ACTIVITY → Scan the entries that follow for the word "graph", then report every line in which it appears.

PROVIDED RECORDS →
Content starts
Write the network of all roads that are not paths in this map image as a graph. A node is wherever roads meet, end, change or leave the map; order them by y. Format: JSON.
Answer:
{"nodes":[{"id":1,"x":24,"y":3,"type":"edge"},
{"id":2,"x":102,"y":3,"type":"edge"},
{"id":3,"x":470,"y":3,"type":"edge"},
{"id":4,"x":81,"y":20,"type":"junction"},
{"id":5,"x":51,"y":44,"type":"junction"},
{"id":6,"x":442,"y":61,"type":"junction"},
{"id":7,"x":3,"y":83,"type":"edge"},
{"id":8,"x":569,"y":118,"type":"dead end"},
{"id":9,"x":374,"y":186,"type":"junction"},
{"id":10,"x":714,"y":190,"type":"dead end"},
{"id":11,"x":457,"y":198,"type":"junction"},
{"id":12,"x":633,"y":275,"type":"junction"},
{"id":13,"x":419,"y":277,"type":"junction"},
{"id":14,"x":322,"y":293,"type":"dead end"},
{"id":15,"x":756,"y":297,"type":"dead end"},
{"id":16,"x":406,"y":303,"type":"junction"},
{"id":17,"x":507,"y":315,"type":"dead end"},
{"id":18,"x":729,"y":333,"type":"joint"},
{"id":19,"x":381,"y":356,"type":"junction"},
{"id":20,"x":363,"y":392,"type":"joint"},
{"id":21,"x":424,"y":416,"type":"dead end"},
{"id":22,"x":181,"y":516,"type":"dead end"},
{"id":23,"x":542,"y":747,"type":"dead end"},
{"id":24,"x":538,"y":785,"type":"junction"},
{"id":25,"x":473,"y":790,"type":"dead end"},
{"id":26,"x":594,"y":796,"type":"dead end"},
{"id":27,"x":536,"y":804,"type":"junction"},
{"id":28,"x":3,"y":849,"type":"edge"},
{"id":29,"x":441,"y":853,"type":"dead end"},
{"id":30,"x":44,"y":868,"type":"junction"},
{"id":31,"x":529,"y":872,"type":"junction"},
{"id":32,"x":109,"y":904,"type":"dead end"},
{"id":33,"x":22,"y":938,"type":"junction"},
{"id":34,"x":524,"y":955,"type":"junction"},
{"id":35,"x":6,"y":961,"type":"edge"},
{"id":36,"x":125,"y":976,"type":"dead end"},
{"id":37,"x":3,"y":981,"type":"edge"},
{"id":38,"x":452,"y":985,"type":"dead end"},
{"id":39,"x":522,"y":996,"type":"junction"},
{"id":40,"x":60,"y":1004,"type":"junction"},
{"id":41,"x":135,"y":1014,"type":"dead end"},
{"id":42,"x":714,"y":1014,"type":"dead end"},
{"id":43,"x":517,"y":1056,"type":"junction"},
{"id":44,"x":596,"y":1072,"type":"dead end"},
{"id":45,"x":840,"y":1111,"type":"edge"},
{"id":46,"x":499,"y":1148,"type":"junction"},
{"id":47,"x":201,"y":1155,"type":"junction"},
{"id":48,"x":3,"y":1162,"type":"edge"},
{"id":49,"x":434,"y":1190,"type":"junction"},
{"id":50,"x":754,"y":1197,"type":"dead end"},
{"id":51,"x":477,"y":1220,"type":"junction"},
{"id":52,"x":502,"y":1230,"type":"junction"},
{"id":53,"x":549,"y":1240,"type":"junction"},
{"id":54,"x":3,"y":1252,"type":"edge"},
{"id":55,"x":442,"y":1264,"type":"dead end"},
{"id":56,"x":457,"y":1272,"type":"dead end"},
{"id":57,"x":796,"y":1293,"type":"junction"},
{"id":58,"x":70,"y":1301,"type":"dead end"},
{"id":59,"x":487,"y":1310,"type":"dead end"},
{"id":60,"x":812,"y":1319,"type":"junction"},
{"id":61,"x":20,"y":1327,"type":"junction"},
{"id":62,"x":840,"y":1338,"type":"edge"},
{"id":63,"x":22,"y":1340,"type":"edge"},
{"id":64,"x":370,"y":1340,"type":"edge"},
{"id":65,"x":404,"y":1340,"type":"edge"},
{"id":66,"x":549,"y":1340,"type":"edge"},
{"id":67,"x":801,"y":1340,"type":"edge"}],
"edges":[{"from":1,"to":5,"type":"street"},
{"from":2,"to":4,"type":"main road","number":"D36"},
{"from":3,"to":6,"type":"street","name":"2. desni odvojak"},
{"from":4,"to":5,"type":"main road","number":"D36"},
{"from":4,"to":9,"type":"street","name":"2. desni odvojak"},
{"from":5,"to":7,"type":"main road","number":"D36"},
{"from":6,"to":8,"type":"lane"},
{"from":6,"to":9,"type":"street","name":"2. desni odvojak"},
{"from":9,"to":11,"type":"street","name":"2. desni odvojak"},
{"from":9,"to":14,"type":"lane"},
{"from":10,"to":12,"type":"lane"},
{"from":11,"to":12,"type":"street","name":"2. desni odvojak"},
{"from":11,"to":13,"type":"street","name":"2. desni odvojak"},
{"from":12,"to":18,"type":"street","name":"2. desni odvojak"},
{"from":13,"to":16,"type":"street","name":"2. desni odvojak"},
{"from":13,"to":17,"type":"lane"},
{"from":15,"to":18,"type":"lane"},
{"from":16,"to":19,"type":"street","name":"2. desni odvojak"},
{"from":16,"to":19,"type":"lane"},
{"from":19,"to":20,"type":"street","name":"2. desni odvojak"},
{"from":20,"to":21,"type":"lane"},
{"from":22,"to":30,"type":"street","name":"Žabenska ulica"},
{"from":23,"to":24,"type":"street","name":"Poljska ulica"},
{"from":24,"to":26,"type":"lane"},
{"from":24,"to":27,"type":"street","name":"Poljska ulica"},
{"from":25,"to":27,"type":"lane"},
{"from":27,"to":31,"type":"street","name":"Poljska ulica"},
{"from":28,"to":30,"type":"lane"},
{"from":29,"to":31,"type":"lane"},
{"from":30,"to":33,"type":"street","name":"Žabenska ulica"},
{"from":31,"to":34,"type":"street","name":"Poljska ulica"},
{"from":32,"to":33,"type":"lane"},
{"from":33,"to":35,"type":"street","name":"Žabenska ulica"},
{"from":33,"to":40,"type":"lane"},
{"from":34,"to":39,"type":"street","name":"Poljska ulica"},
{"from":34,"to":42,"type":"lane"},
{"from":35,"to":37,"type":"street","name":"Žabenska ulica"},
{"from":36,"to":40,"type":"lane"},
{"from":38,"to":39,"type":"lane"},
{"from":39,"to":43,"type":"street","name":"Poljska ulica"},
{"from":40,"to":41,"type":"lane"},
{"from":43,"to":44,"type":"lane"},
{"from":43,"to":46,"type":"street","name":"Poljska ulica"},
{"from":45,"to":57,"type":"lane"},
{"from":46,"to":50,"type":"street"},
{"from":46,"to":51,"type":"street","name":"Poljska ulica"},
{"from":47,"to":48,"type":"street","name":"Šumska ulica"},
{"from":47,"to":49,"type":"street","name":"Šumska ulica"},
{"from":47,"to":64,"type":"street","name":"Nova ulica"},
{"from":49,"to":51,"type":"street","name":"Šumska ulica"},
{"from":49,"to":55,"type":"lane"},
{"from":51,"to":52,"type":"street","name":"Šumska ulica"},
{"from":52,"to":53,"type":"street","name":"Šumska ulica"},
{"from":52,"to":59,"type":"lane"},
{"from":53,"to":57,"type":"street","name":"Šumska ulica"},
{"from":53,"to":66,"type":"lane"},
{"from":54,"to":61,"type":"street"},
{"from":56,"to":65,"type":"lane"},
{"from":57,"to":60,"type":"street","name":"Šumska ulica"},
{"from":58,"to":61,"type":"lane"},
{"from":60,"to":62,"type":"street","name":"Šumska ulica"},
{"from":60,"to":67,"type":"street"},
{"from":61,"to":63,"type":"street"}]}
Content ends
Content starts
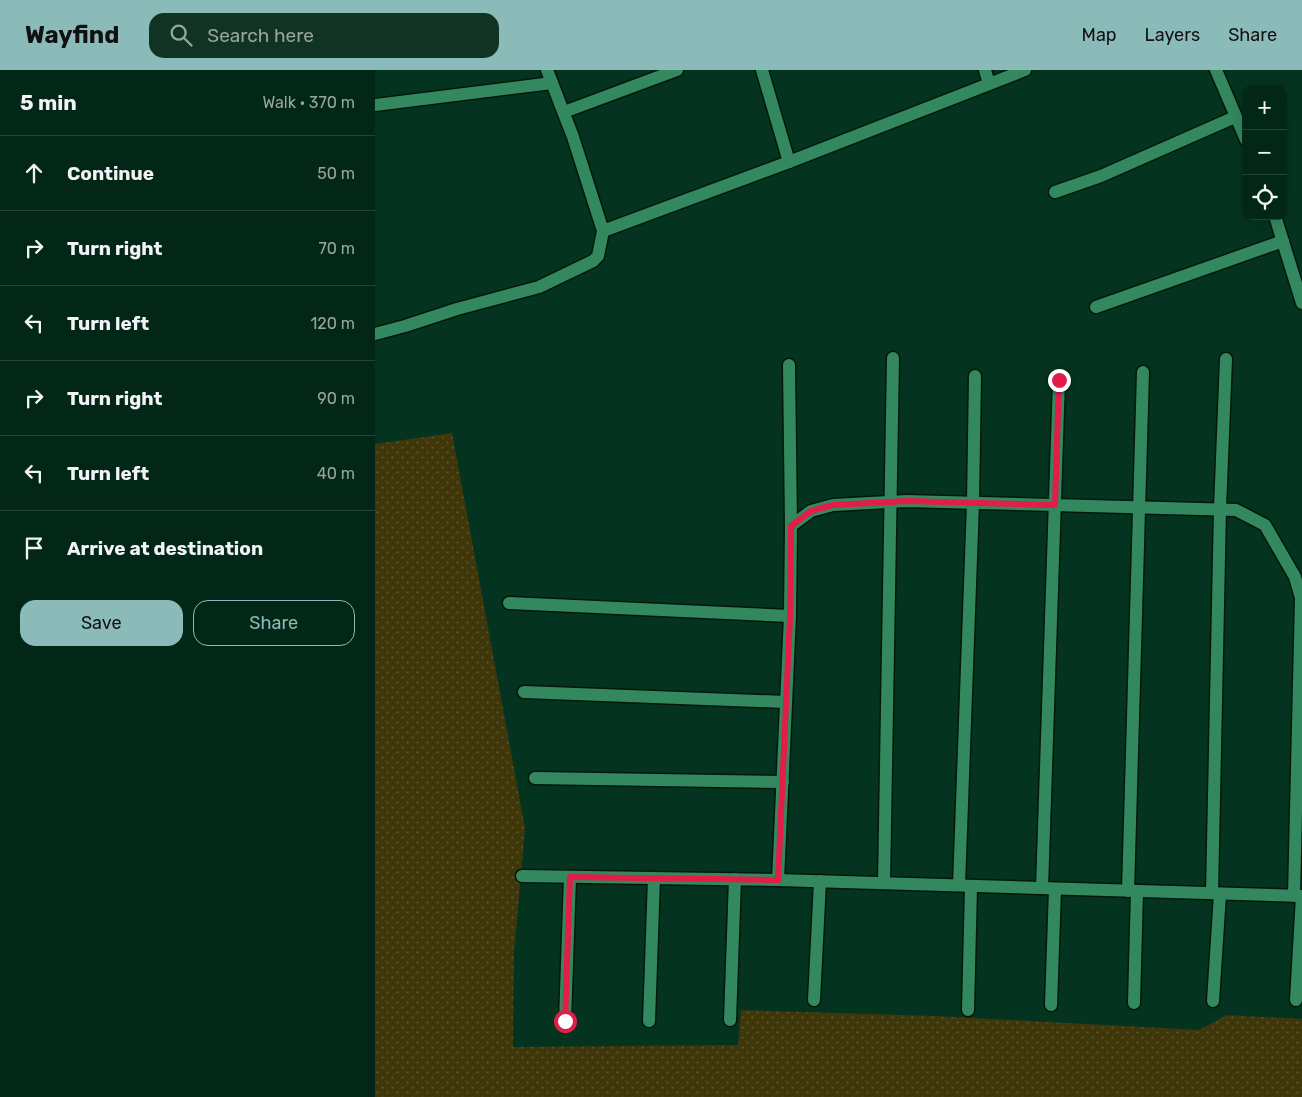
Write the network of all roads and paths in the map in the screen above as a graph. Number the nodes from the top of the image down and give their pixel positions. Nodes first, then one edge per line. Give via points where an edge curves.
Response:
Content ends
Content starts
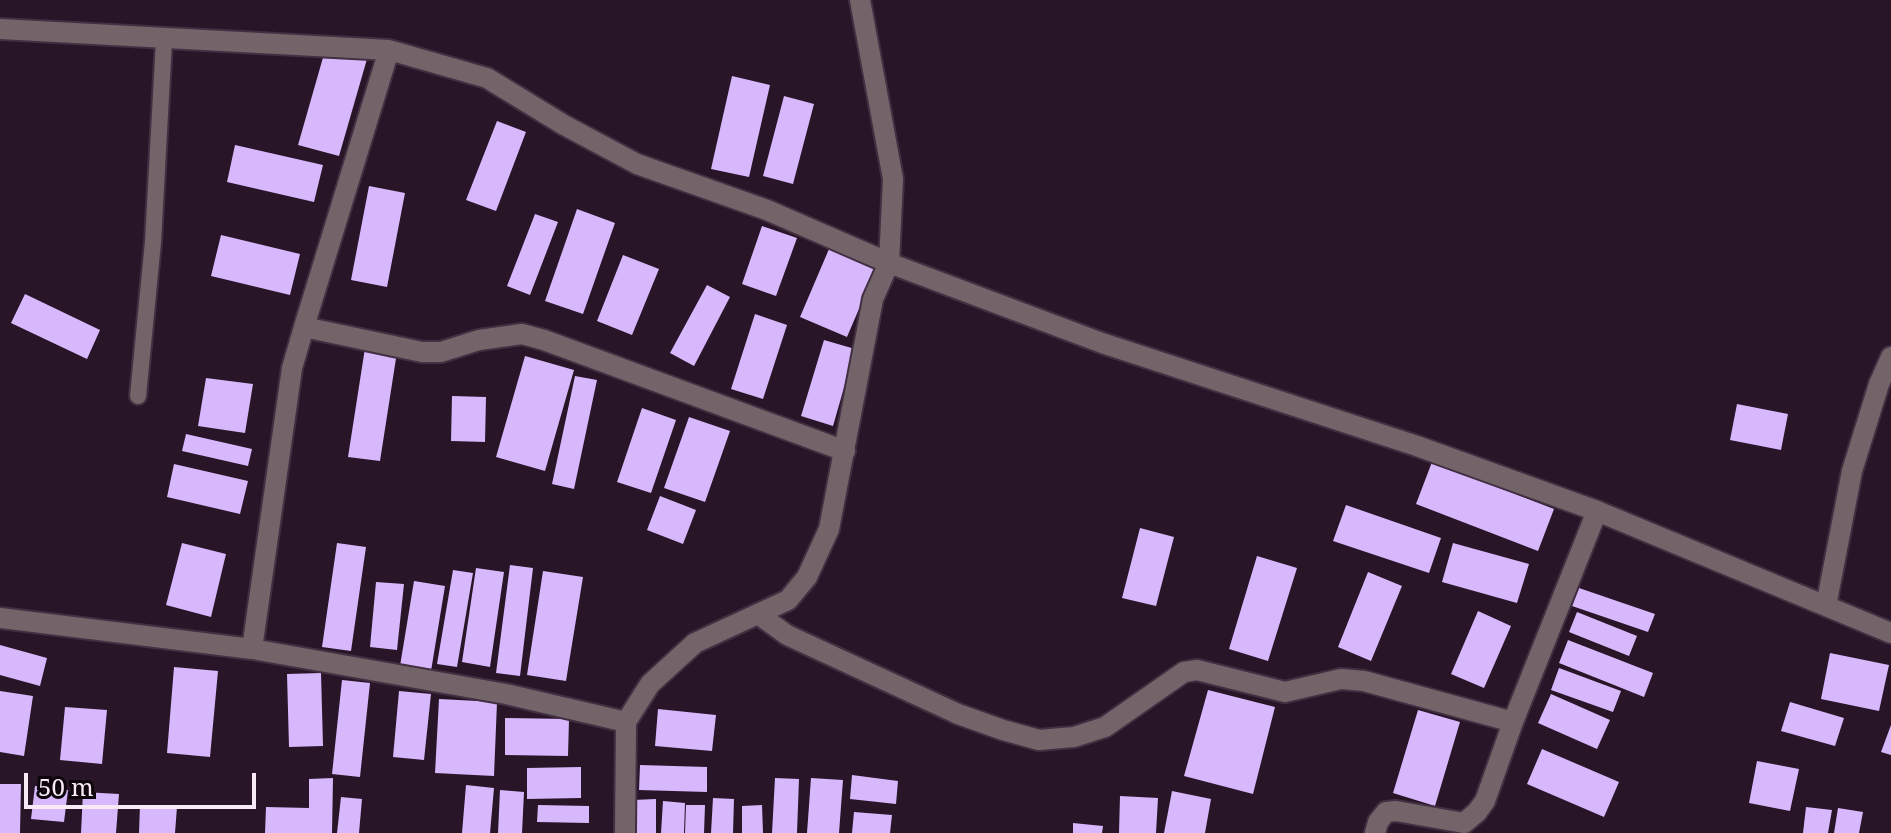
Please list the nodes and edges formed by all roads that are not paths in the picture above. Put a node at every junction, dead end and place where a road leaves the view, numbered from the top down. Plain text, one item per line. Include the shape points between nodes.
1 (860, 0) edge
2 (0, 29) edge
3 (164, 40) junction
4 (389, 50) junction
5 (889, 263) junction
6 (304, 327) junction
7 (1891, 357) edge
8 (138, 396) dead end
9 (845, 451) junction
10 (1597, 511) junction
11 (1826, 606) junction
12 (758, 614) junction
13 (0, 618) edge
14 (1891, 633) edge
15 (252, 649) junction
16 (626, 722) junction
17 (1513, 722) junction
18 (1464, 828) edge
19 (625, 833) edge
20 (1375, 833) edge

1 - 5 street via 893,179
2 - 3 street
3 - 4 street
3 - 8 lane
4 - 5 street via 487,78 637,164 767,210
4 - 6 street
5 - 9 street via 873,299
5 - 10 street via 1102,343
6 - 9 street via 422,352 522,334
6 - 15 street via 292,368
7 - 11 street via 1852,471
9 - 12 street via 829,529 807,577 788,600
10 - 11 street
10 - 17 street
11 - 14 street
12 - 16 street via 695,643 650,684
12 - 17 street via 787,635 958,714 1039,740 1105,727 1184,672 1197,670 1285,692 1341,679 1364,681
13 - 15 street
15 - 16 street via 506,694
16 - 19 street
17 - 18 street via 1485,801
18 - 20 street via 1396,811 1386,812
Content ends
RESPONSE FOR THIS EXERCISE →
Write the network of all roads that are not paths in this map image as a graph. A node is wherever roads meet, end, change or leave the map; order them by y. Format: JSON.
Write the network of all roads and paths in the map in the screen above as a graph. Number the nodes from the top of the image down and give their pixel positions. Nodes first, then one edge per line. Give via points where an edge curves.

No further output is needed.